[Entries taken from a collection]
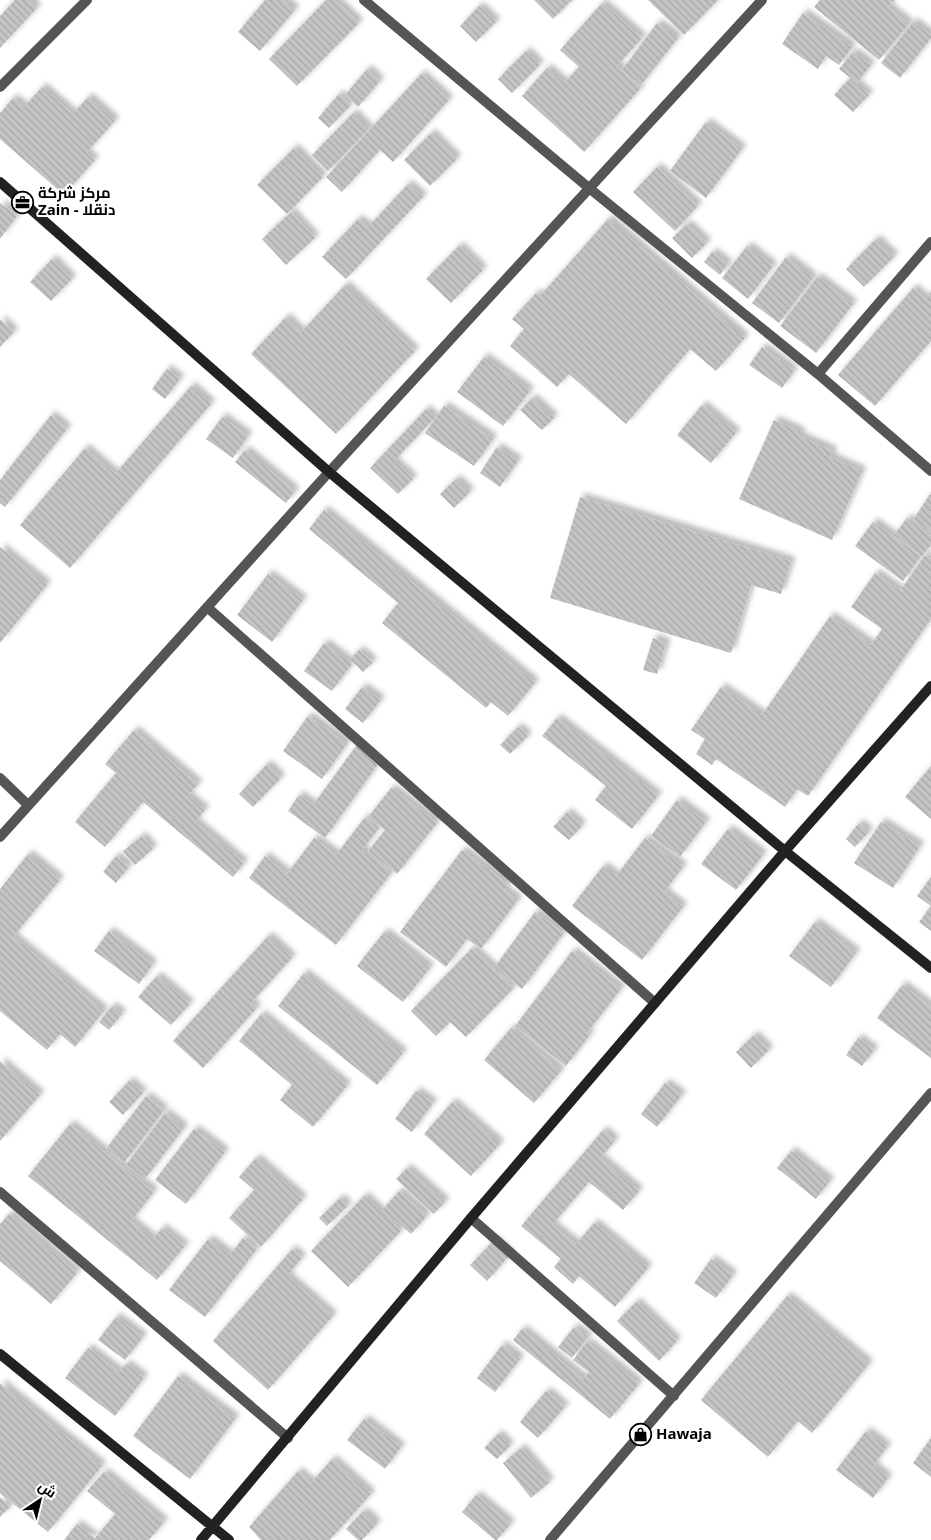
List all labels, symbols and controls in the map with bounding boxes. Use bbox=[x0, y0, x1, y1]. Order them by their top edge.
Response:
place label: مركز شركة Zain - دنقلا bbox=[38, 182, 115, 219]
office icon: مركز شركة Zain - دنقلا bbox=[10, 190, 34, 214]
shop icon: Hawaja bbox=[628, 1422, 652, 1446]
place label: Hawaja bbox=[656, 1423, 712, 1443]
north arrow bbox=[15, 1475, 65, 1525]
text: ش bbox=[35, 1476, 61, 1502]

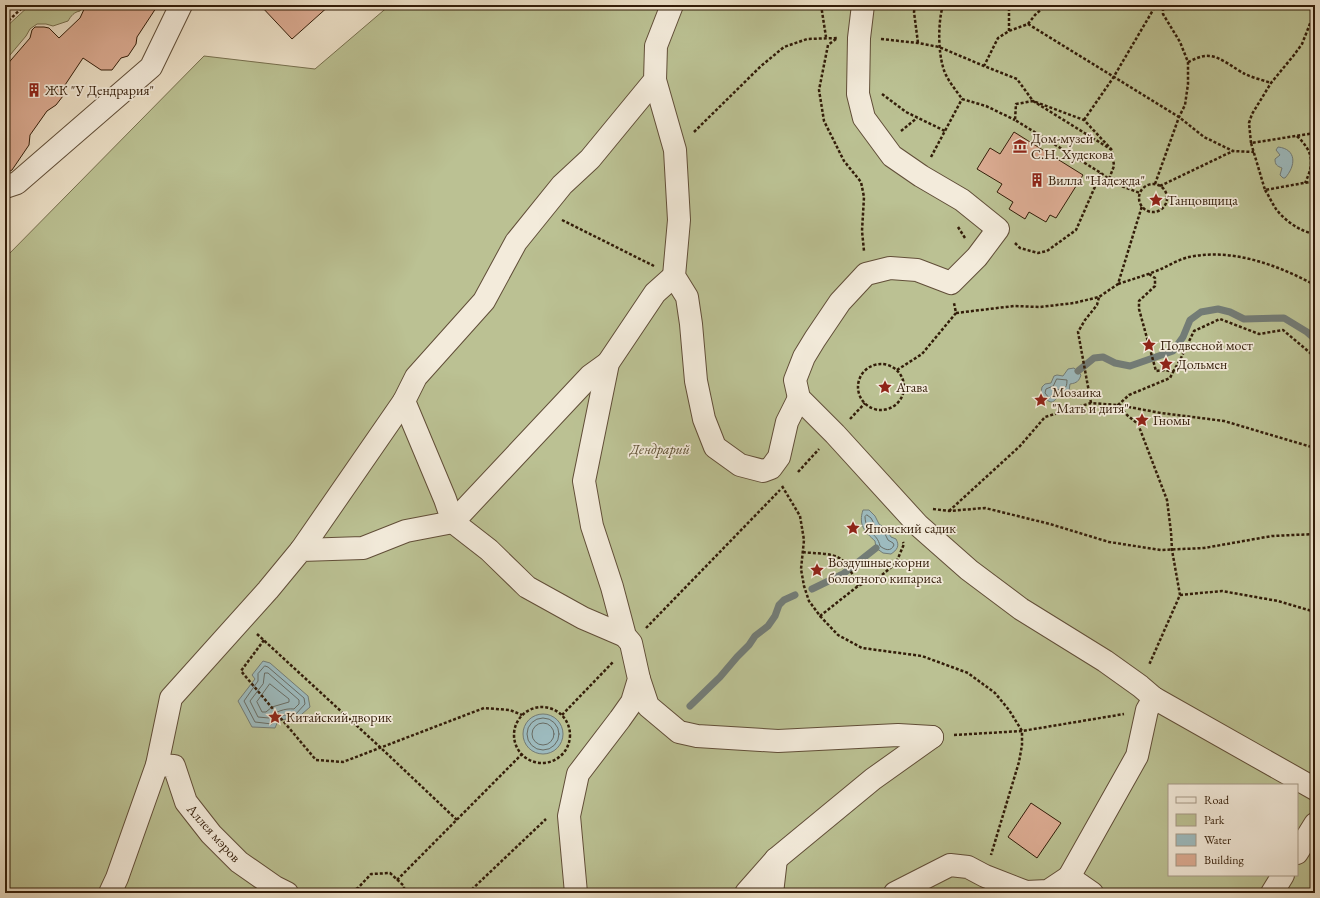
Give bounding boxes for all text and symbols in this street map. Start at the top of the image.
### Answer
place label: ЖК "У Дендрария" [44,81,154,99]
building icon: ЖК "У Дендрария" [26,82,42,98]
place label: Дом-музей С.Н. Худекова [1031,129,1114,163]
museum icon: Дом-музей С.Н. Худекова [1012,138,1028,154]
place label: Вилла "Надежда" [1048,171,1145,189]
building icon: Вилла "Надежда" [1029,172,1045,188]
place label: Танцовщица [1167,191,1238,209]
place icon: Танцовщица [1148,192,1164,208]
place label: Подвесной мост [1160,336,1253,354]
place icon: Подвесной мост [1141,337,1157,353]
place label: Дольмен [1177,355,1227,373]
place icon: Дольмен [1158,356,1174,372]
place label: Агава [895,378,928,396]
place icon: Агава [877,379,893,395]
place label: Мозаика "Мать и дитя" [1052,383,1129,417]
place icon: Мозаика "Мать и дитя" [1033,392,1049,408]
place label: Гномы [1153,411,1191,429]
place icon: Гномы [1134,412,1150,428]
park label: Дендрарий [629,440,690,458]
place label: Японский садик [863,519,956,537]
place icon: Японский садик [845,520,861,536]
place label: Воздушные корни болотного кипариса [828,553,942,587]
place icon: Воздушные корни болотного кипариса [809,562,825,578]
place label: Китайский дворик [286,708,392,726]
place icon: Китайский дворик [267,709,283,725]
legend [1168,784,1298,876]
text: Road [1204,792,1230,808]
street label: Аллея мэров [182,799,245,866]
text: Park [1204,812,1225,828]
text: Water [1204,832,1231,848]
text: Building [1204,852,1245,868]

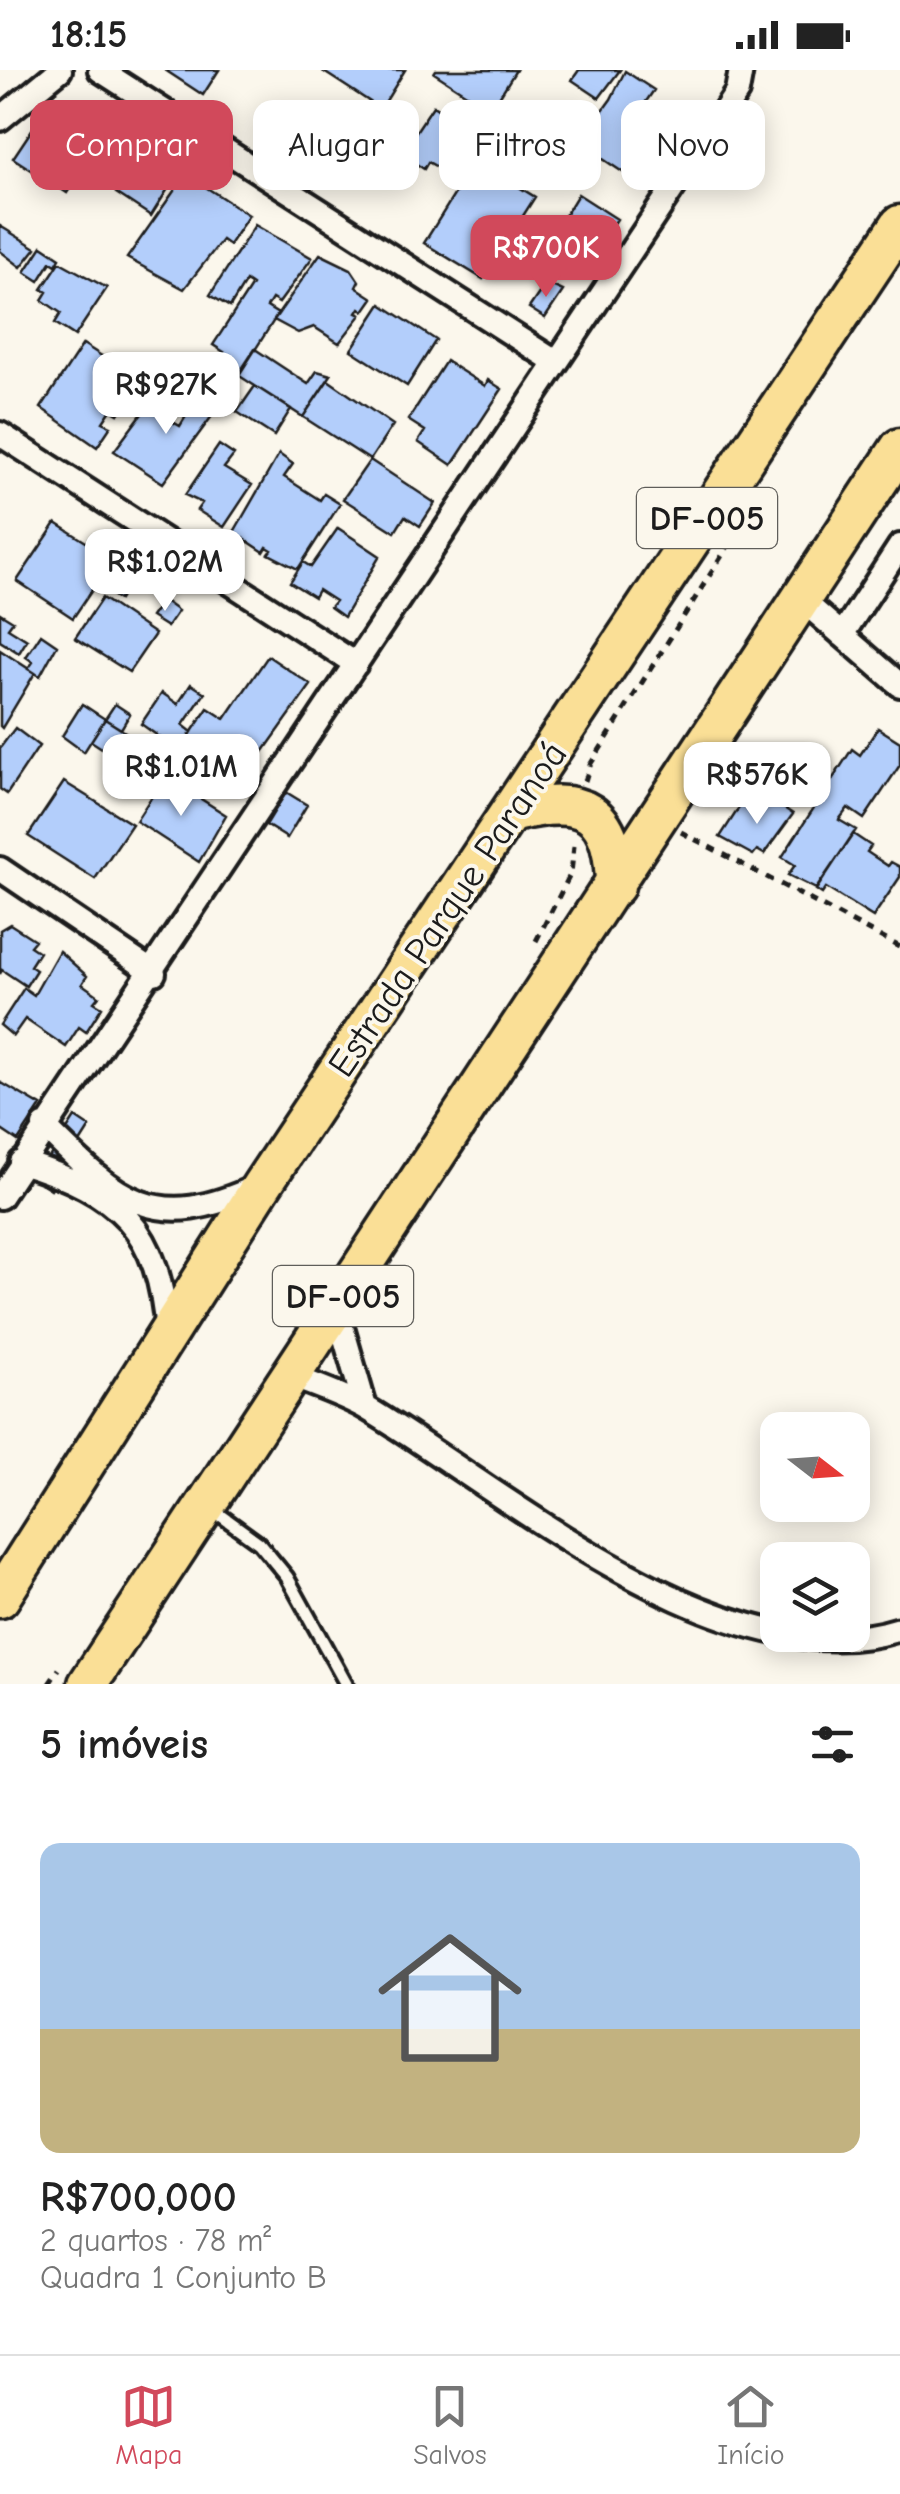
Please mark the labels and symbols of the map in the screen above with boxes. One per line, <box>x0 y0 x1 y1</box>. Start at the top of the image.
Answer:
pin: R$700K <box>465 215 627 300</box>
pin: R$927K <box>85 352 247 437</box>
road number: DF-005 <box>637 488 777 548</box>
pin: R$1.02M <box>73 529 257 614</box>
pin: R$1.01M <box>89 734 273 819</box>
street label: Estrada Parque Paranoá <box>319 734 576 1085</box>
pin: R$576K <box>676 742 838 827</box>
road number: DF-005 <box>273 1266 413 1326</box>
north arrow <box>760 1412 870 1522</box>

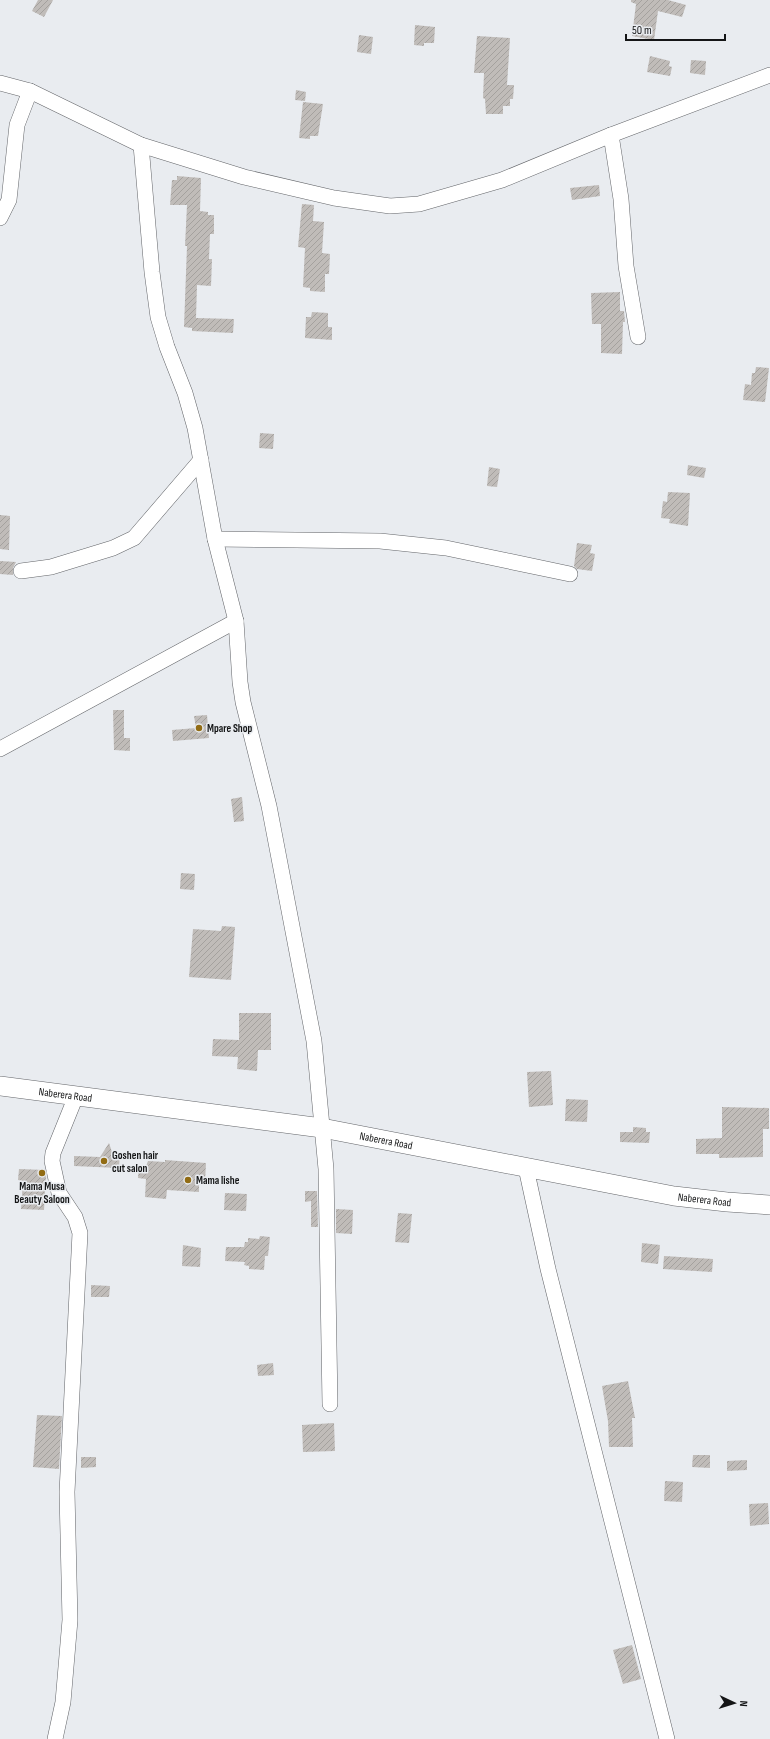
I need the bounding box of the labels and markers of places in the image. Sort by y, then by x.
place label: Mpare Shop [207,722,253,735]
marker: Mpare Shop [194,723,204,733]
place label: Goshen hair cut salon [112,1149,159,1175]
marker: Goshen hair cut salon [99,1156,109,1166]
marker: Mama Musa Beauty Saloon [37,1168,47,1178]
place label: Mama lishe [196,1174,240,1187]
marker: Mama lishe [183,1175,193,1185]
place label: Mama Musa Beauty Saloon [14,1180,70,1206]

### About this task:
The response consists of the data above printed line for line, with no pictures.

### Problem solution:
List all labels, symbols and controls in the map with bounding boxes. Use bbox=[x0, y0, x1, y1]. Order them by their top edge.
Response:
place label: مركز شركة Zain - دنقلا bbox=[38, 182, 115, 219]
office icon: مركز شركة Zain - دنقلا bbox=[10, 190, 34, 214]
shop icon: Hawaja bbox=[628, 1422, 652, 1446]
place label: Hawaja bbox=[656, 1423, 712, 1443]
north arrow bbox=[15, 1475, 65, 1525]
text: ش bbox=[35, 1476, 61, 1502]

Give bounding boxes for all text and symbols in this street map. Start at the top of the image.
### Answer
place label: ЖК "У Дендрария" [44,81,154,99]
building icon: ЖК "У Дендрария" [26,82,42,98]
place label: Дом-музей С.Н. Худекова [1031,129,1114,163]
museum icon: Дом-музей С.Н. Худекова [1012,138,1028,154]
place label: Вилла "Надежда" [1048,171,1145,189]
building icon: Вилла "Надежда" [1029,172,1045,188]
place label: Танцовщица [1167,191,1238,209]
place icon: Танцовщица [1148,192,1164,208]
place label: Подвесной мост [1160,336,1253,354]
place icon: Подвесной мост [1141,337,1157,353]
place label: Дольмен [1177,355,1227,373]
place icon: Дольмен [1158,356,1174,372]
place label: Агава [895,378,928,396]
place icon: Агава [877,379,893,395]
place label: Мозаика "Мать и дитя" [1052,383,1129,417]
place icon: Мозаика "Мать и дитя" [1033,392,1049,408]
place label: Гномы [1153,411,1191,429]
place icon: Гномы [1134,412,1150,428]
park label: Дендрарий [629,440,690,458]
place label: Японский садик [863,519,956,537]
place icon: Японский садик [845,520,861,536]
place label: Воздушные корни болотного кипариса [828,553,942,587]
place icon: Воздушные корни болотного кипариса [809,562,825,578]
place label: Китайский дворик [286,708,392,726]
place icon: Китайский дворик [267,709,283,725]
legend [1168,784,1298,876]
text: Road [1204,792,1230,808]
street label: Аллея мэров [182,799,245,866]
text: Park [1204,812,1225,828]
text: Water [1204,832,1231,848]
text: Building [1204,852,1245,868]

Please mark the labels and symbols of the map in the screen above with boxes. One per line, <box>x0 y0 x1 y1</box>. Start at the top of the image.
Answer:
pin: R$700K <box>465 215 627 300</box>
pin: R$927K <box>85 352 247 437</box>
road number: DF-005 <box>637 488 777 548</box>
pin: R$1.02M <box>73 529 257 614</box>
pin: R$1.01M <box>89 734 273 819</box>
street label: Estrada Parque Paranoá <box>319 734 576 1085</box>
pin: R$576K <box>676 742 838 827</box>
road number: DF-005 <box>273 1266 413 1326</box>
north arrow <box>760 1412 870 1522</box>

I need the bounding box of the labels and markers of places in the image. Sort by y, then by x.
place label: Mpare Shop [207,722,253,735]
marker: Mpare Shop [194,723,204,733]
place label: Goshen hair cut salon [112,1149,159,1175]
marker: Goshen hair cut salon [99,1156,109,1166]
marker: Mama Musa Beauty Saloon [37,1168,47,1178]
place label: Mama lishe [196,1174,240,1187]
marker: Mama lishe [183,1175,193,1185]
place label: Mama Musa Beauty Saloon [14,1180,70,1206]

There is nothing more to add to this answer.